• _Records for the exercise_:
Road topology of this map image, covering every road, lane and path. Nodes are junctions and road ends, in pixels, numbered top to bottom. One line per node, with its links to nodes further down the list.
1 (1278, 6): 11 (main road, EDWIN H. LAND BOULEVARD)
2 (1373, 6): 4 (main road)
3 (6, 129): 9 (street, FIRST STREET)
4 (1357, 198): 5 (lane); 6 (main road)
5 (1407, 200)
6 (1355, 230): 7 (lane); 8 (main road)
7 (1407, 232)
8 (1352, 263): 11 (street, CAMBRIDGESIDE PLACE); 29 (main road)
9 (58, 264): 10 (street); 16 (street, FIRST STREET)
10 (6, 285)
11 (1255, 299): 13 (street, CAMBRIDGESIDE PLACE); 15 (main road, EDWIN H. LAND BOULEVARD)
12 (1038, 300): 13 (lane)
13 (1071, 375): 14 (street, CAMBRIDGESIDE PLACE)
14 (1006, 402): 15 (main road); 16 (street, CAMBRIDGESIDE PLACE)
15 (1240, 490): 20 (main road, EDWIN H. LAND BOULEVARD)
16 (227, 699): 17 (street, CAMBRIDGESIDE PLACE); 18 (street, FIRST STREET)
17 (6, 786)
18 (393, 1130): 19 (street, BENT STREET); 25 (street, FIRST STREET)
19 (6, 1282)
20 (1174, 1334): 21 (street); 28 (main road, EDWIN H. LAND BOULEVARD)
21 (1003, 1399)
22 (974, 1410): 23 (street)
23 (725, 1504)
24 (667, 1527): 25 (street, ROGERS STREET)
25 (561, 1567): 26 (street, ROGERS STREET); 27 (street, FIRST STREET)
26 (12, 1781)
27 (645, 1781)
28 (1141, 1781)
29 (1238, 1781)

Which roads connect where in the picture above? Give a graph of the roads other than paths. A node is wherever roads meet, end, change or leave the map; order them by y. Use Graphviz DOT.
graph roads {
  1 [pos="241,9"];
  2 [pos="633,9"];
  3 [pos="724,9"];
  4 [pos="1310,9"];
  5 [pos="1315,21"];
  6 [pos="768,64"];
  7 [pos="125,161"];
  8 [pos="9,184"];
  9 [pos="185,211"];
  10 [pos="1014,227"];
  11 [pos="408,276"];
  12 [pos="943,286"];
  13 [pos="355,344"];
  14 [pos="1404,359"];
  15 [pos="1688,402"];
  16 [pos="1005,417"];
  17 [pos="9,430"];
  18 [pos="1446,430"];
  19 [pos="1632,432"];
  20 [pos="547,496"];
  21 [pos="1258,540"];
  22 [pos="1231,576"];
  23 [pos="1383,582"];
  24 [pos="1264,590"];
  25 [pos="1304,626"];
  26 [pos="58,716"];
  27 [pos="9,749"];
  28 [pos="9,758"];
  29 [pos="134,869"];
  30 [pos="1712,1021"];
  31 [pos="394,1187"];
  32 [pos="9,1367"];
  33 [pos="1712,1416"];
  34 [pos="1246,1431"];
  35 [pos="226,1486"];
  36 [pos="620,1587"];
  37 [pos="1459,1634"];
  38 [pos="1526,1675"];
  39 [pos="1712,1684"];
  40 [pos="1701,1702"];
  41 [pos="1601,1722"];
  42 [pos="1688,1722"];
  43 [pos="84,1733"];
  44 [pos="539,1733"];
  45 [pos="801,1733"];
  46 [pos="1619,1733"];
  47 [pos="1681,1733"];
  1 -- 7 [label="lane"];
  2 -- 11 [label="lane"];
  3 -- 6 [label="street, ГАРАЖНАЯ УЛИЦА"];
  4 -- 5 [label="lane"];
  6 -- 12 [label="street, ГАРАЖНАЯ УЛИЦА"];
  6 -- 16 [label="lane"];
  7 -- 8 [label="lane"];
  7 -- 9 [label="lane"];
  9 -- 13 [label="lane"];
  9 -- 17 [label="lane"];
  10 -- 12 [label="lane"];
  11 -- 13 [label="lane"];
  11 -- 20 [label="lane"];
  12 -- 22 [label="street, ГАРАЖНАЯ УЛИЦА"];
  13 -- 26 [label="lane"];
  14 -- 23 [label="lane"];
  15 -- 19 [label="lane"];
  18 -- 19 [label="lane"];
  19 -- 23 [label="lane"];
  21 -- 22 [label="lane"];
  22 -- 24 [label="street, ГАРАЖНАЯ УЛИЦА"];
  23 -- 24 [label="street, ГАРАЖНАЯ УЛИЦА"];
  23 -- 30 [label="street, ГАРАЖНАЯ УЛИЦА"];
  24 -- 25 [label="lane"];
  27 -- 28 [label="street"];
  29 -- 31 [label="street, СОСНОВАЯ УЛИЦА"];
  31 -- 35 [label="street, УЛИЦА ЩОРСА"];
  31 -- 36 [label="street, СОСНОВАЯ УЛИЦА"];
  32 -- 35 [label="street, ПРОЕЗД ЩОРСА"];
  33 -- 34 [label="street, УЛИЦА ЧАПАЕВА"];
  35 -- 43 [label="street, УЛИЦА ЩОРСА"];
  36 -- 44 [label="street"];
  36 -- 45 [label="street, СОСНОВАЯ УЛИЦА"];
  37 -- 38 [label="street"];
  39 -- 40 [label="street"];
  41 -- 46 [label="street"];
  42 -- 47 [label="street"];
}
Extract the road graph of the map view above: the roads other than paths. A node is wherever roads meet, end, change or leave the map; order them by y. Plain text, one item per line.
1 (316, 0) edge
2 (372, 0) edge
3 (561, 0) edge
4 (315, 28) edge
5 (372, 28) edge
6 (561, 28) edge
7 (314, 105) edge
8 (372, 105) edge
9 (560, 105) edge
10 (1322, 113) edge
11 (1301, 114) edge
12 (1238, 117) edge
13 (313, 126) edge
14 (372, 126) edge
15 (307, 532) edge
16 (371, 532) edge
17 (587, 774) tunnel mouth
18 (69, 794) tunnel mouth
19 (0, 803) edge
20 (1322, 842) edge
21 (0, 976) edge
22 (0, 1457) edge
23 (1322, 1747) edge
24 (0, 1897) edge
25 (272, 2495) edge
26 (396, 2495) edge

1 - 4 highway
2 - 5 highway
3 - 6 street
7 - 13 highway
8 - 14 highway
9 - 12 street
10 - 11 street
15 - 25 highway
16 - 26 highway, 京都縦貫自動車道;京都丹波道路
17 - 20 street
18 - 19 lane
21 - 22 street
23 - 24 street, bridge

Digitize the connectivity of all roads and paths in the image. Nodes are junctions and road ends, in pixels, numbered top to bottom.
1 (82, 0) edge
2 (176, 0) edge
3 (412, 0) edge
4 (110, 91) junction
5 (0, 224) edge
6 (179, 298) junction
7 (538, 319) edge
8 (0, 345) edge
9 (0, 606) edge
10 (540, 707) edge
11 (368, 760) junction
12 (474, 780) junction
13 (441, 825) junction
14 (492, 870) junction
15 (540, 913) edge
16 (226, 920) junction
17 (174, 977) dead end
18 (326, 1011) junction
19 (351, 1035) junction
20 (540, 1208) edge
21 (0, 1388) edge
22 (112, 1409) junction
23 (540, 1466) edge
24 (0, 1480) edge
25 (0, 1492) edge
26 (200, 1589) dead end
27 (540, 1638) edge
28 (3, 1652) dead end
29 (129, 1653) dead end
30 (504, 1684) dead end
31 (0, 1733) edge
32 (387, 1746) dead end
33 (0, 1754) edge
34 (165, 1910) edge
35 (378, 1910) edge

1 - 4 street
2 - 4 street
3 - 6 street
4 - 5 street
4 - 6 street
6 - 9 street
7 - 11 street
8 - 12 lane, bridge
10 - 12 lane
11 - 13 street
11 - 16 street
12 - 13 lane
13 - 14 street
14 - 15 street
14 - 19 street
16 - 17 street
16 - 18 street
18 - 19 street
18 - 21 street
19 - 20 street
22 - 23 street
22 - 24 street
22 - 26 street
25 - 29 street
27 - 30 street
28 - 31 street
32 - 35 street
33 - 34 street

• _Your assignment_: The records above should be duplicated in full, exactly as given.

• _Response for this exercise_:
Road topology of this map image, covering every road, lane and path. Nodes are junctions and road ends, in pixels, numbered top to bottom. One line per node, with its links to nodes further down the list.
1 (1278, 6): 11 (main road, EDWIN H. LAND BOULEVARD)
2 (1373, 6): 4 (main road)
3 (6, 129): 9 (street, FIRST STREET)
4 (1357, 198): 5 (lane); 6 (main road)
5 (1407, 200)
6 (1355, 230): 7 (lane); 8 (main road)
7 (1407, 232)
8 (1352, 263): 11 (street, CAMBRIDGESIDE PLACE); 29 (main road)
9 (58, 264): 10 (street); 16 (street, FIRST STREET)
10 (6, 285)
11 (1255, 299): 13 (street, CAMBRIDGESIDE PLACE); 15 (main road, EDWIN H. LAND BOULEVARD)
12 (1038, 300): 13 (lane)
13 (1071, 375): 14 (street, CAMBRIDGESIDE PLACE)
14 (1006, 402): 15 (main road); 16 (street, CAMBRIDGESIDE PLACE)
15 (1240, 490): 20 (main road, EDWIN H. LAND BOULEVARD)
16 (227, 699): 17 (street, CAMBRIDGESIDE PLACE); 18 (street, FIRST STREET)
17 (6, 786)
18 (393, 1130): 19 (street, BENT STREET); 25 (street, FIRST STREET)
19 (6, 1282)
20 (1174, 1334): 21 (street); 28 (main road, EDWIN H. LAND BOULEVARD)
21 (1003, 1399)
22 (974, 1410): 23 (street)
23 (725, 1504)
24 (667, 1527): 25 (street, ROGERS STREET)
25 (561, 1567): 26 (street, ROGERS STREET); 27 (street, FIRST STREET)
26 (12, 1781)
27 (645, 1781)
28 (1141, 1781)
29 (1238, 1781)

Which roads connect where in the picture above? Give a graph of the roads other than paths. A node is wherever roads meet, end, change or leave the map; order them by y. Use Graphviz DOT.
graph roads {
  1 [pos="241,9"];
  2 [pos="633,9"];
  3 [pos="724,9"];
  4 [pos="1310,9"];
  5 [pos="1315,21"];
  6 [pos="768,64"];
  7 [pos="125,161"];
  8 [pos="9,184"];
  9 [pos="185,211"];
  10 [pos="1014,227"];
  11 [pos="408,276"];
  12 [pos="943,286"];
  13 [pos="355,344"];
  14 [pos="1404,359"];
  15 [pos="1688,402"];
  16 [pos="1005,417"];
  17 [pos="9,430"];
  18 [pos="1446,430"];
  19 [pos="1632,432"];
  20 [pos="547,496"];
  21 [pos="1258,540"];
  22 [pos="1231,576"];
  23 [pos="1383,582"];
  24 [pos="1264,590"];
  25 [pos="1304,626"];
  26 [pos="58,716"];
  27 [pos="9,749"];
  28 [pos="9,758"];
  29 [pos="134,869"];
  30 [pos="1712,1021"];
  31 [pos="394,1187"];
  32 [pos="9,1367"];
  33 [pos="1712,1416"];
  34 [pos="1246,1431"];
  35 [pos="226,1486"];
  36 [pos="620,1587"];
  37 [pos="1459,1634"];
  38 [pos="1526,1675"];
  39 [pos="1712,1684"];
  40 [pos="1701,1702"];
  41 [pos="1601,1722"];
  42 [pos="1688,1722"];
  43 [pos="84,1733"];
  44 [pos="539,1733"];
  45 [pos="801,1733"];
  46 [pos="1619,1733"];
  47 [pos="1681,1733"];
  1 -- 7 [label="lane"];
  2 -- 11 [label="lane"];
  3 -- 6 [label="street, ГАРАЖНАЯ УЛИЦА"];
  4 -- 5 [label="lane"];
  6 -- 12 [label="street, ГАРАЖНАЯ УЛИЦА"];
  6 -- 16 [label="lane"];
  7 -- 8 [label="lane"];
  7 -- 9 [label="lane"];
  9 -- 13 [label="lane"];
  9 -- 17 [label="lane"];
  10 -- 12 [label="lane"];
  11 -- 13 [label="lane"];
  11 -- 20 [label="lane"];
  12 -- 22 [label="street, ГАРАЖНАЯ УЛИЦА"];
  13 -- 26 [label="lane"];
  14 -- 23 [label="lane"];
  15 -- 19 [label="lane"];
  18 -- 19 [label="lane"];
  19 -- 23 [label="lane"];
  21 -- 22 [label="lane"];
  22 -- 24 [label="street, ГАРАЖНАЯ УЛИЦА"];
  23 -- 24 [label="street, ГАРАЖНАЯ УЛИЦА"];
  23 -- 30 [label="street, ГАРАЖНАЯ УЛИЦА"];
  24 -- 25 [label="lane"];
  27 -- 28 [label="street"];
  29 -- 31 [label="street, СОСНОВАЯ УЛИЦА"];
  31 -- 35 [label="street, УЛИЦА ЩОРСА"];
  31 -- 36 [label="street, СОСНОВАЯ УЛИЦА"];
  32 -- 35 [label="street, ПРОЕЗД ЩОРСА"];
  33 -- 34 [label="street, УЛИЦА ЧАПАЕВА"];
  35 -- 43 [label="street, УЛИЦА ЩОРСА"];
  36 -- 44 [label="street"];
  36 -- 45 [label="street, СОСНОВАЯ УЛИЦА"];
  37 -- 38 [label="street"];
  39 -- 40 [label="street"];
  41 -- 46 [label="street"];
  42 -- 47 [label="street"];
}
Extract the road graph of the map view above: the roads other than paths. A node is wherever roads meet, end, change or leave the map; order them by y. Plain text, one item per line.
1 (316, 0) edge
2 (372, 0) edge
3 (561, 0) edge
4 (315, 28) edge
5 (372, 28) edge
6 (561, 28) edge
7 (314, 105) edge
8 (372, 105) edge
9 (560, 105) edge
10 (1322, 113) edge
11 (1301, 114) edge
12 (1238, 117) edge
13 (313, 126) edge
14 (372, 126) edge
15 (307, 532) edge
16 (371, 532) edge
17 (587, 774) tunnel mouth
18 (69, 794) tunnel mouth
19 (0, 803) edge
20 (1322, 842) edge
21 (0, 976) edge
22 (0, 1457) edge
23 (1322, 1747) edge
24 (0, 1897) edge
25 (272, 2495) edge
26 (396, 2495) edge

1 - 4 highway
2 - 5 highway
3 - 6 street
7 - 13 highway
8 - 14 highway
9 - 12 street
10 - 11 street
15 - 25 highway
16 - 26 highway, 京都縦貫自動車道;京都丹波道路
17 - 20 street
18 - 19 lane
21 - 22 street
23 - 24 street, bridge

Digitize the connectivity of all roads and paths in the image. Nodes are junctions and road ends, in pixels, numbered top to bottom.
1 (82, 0) edge
2 (176, 0) edge
3 (412, 0) edge
4 (110, 91) junction
5 (0, 224) edge
6 (179, 298) junction
7 (538, 319) edge
8 (0, 345) edge
9 (0, 606) edge
10 (540, 707) edge
11 (368, 760) junction
12 (474, 780) junction
13 (441, 825) junction
14 (492, 870) junction
15 (540, 913) edge
16 (226, 920) junction
17 (174, 977) dead end
18 (326, 1011) junction
19 (351, 1035) junction
20 (540, 1208) edge
21 (0, 1388) edge
22 (112, 1409) junction
23 (540, 1466) edge
24 (0, 1480) edge
25 (0, 1492) edge
26 (200, 1589) dead end
27 (540, 1638) edge
28 (3, 1652) dead end
29 (129, 1653) dead end
30 (504, 1684) dead end
31 (0, 1733) edge
32 (387, 1746) dead end
33 (0, 1754) edge
34 (165, 1910) edge
35 (378, 1910) edge

1 - 4 street
2 - 4 street
3 - 6 street
4 - 5 street
4 - 6 street
6 - 9 street
7 - 11 street
8 - 12 lane, bridge
10 - 12 lane
11 - 13 street
11 - 16 street
12 - 13 lane
13 - 14 street
14 - 15 street
14 - 19 street
16 - 17 street
16 - 18 street
18 - 19 street
18 - 21 street
19 - 20 street
22 - 23 street
22 - 24 street
22 - 26 street
25 - 29 street
27 - 30 street
28 - 31 street
32 - 35 street
33 - 34 street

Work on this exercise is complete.